--- Records supplied Enclosed Below ---

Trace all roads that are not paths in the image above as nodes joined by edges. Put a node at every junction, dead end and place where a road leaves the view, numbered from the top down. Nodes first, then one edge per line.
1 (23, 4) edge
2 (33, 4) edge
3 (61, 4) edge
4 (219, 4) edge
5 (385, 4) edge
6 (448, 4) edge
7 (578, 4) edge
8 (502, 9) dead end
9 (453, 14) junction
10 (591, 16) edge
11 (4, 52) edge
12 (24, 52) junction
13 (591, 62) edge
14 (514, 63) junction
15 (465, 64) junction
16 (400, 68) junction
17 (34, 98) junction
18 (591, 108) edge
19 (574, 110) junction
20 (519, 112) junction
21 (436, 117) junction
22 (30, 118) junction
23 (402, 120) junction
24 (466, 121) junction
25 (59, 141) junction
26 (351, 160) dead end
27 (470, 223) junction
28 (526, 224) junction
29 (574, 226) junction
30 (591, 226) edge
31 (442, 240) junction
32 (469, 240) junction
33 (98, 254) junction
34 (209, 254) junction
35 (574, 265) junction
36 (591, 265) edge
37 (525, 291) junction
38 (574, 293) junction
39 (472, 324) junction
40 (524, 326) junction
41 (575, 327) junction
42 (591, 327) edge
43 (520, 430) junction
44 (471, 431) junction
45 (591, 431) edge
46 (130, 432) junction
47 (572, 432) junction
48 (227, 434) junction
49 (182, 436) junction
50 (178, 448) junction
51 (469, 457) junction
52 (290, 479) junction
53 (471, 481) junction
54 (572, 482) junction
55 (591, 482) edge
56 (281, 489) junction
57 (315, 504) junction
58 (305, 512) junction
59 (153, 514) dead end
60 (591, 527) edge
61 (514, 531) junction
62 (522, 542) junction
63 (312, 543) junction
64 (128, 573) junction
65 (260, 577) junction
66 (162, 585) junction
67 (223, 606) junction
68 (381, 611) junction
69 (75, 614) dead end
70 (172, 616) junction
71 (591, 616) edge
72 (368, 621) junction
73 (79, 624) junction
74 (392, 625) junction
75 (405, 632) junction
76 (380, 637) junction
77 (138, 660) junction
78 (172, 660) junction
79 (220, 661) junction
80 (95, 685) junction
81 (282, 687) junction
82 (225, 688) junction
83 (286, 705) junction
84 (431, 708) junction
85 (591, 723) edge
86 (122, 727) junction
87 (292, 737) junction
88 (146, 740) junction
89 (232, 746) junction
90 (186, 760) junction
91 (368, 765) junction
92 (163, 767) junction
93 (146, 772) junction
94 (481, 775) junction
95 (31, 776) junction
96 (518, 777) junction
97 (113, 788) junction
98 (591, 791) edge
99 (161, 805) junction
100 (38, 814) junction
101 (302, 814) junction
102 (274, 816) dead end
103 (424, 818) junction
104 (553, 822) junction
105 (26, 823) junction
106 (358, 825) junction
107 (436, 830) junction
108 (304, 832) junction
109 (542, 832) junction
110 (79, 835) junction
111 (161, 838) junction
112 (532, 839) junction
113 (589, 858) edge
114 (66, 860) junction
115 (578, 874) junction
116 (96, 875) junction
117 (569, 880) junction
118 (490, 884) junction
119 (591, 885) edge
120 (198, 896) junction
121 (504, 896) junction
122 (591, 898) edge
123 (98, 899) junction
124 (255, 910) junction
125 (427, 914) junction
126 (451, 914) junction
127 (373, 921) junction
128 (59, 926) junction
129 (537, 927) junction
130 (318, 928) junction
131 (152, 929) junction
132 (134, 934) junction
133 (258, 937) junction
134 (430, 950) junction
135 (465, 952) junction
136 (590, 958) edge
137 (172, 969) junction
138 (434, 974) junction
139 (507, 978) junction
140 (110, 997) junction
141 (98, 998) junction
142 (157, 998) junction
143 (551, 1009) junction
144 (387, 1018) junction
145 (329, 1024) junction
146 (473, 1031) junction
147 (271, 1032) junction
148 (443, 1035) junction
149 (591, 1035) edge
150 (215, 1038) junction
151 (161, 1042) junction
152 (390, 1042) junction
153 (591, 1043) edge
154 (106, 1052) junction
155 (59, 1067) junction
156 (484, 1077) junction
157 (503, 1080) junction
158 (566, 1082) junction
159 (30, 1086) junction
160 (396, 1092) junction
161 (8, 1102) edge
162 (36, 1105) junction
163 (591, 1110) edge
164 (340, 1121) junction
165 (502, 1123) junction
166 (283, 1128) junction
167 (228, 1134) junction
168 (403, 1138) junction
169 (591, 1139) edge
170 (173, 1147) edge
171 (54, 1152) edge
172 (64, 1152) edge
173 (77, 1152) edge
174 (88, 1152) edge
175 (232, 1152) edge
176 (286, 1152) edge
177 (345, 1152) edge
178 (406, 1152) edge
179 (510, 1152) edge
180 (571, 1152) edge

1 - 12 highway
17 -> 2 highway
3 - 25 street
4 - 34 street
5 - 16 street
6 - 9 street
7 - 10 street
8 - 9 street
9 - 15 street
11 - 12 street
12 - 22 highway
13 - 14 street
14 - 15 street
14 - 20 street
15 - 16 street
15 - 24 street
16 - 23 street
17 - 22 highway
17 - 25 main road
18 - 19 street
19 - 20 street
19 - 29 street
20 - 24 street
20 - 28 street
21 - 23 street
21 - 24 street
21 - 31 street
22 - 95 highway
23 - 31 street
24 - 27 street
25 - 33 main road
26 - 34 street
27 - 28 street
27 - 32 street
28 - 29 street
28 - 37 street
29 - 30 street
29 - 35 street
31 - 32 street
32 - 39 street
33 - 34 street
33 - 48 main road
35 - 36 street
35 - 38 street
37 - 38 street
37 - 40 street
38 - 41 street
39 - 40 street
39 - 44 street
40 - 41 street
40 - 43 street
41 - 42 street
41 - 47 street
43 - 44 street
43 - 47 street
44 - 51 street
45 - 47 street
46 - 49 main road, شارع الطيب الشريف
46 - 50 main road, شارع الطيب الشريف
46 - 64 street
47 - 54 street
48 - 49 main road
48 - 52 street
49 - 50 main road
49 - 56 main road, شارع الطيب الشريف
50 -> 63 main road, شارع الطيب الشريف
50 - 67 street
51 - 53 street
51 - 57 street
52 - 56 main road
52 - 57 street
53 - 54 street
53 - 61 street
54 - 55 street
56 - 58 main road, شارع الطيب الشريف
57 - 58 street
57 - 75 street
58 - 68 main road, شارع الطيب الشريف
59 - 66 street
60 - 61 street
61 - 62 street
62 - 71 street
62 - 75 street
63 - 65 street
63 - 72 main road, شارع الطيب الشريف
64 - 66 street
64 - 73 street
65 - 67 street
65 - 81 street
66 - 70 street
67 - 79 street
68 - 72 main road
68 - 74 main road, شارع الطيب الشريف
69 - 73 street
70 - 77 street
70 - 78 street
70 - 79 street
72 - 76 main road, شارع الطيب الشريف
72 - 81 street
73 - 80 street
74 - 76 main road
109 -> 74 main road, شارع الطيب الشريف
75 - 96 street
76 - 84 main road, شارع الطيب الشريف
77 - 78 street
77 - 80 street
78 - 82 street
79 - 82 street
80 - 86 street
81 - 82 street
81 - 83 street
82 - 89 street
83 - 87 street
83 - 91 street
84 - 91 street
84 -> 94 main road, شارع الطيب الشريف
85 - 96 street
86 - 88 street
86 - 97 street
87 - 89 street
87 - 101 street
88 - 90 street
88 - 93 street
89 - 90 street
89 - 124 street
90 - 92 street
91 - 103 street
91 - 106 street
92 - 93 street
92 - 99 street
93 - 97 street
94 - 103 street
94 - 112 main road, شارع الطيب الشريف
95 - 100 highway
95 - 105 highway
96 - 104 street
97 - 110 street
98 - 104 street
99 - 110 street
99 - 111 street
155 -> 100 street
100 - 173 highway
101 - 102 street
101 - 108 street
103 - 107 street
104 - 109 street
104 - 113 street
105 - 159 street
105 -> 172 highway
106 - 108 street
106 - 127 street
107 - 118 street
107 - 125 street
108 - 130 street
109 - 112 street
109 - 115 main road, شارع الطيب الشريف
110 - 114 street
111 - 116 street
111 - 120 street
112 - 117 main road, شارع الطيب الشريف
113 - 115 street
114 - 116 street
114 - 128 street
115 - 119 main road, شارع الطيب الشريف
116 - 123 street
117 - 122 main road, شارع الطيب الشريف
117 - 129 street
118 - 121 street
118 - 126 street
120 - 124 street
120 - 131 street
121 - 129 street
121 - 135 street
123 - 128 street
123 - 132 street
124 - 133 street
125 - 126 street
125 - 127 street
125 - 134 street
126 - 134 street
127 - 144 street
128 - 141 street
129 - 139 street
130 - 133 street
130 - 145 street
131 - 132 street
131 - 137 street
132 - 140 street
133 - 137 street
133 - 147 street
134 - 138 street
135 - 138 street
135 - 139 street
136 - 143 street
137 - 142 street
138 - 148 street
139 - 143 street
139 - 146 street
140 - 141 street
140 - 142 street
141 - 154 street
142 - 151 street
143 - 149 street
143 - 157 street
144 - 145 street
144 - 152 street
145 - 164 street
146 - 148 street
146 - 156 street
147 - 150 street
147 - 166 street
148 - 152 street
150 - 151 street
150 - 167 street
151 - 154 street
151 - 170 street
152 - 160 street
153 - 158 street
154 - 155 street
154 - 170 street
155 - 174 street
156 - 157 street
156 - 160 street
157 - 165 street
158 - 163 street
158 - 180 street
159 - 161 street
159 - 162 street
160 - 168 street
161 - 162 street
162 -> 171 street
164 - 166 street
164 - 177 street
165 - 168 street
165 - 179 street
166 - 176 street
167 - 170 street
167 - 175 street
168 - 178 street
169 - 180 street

--- End of Enclosed Records supplied ---

§ The problem
Search the material for the string "dead" and show every line that has it.

§ Task response
Trace all roads that are not paths in the image above as nodes joined by edges. Put a node at every junction, dead end and place where a road leaves the view, numbered from the top down. Nodes first, then one edge per line.
8 (502, 9) dead end
26 (351, 160) dead end
59 (153, 514) dead end
69 (75, 614) dead end
102 (274, 816) dead end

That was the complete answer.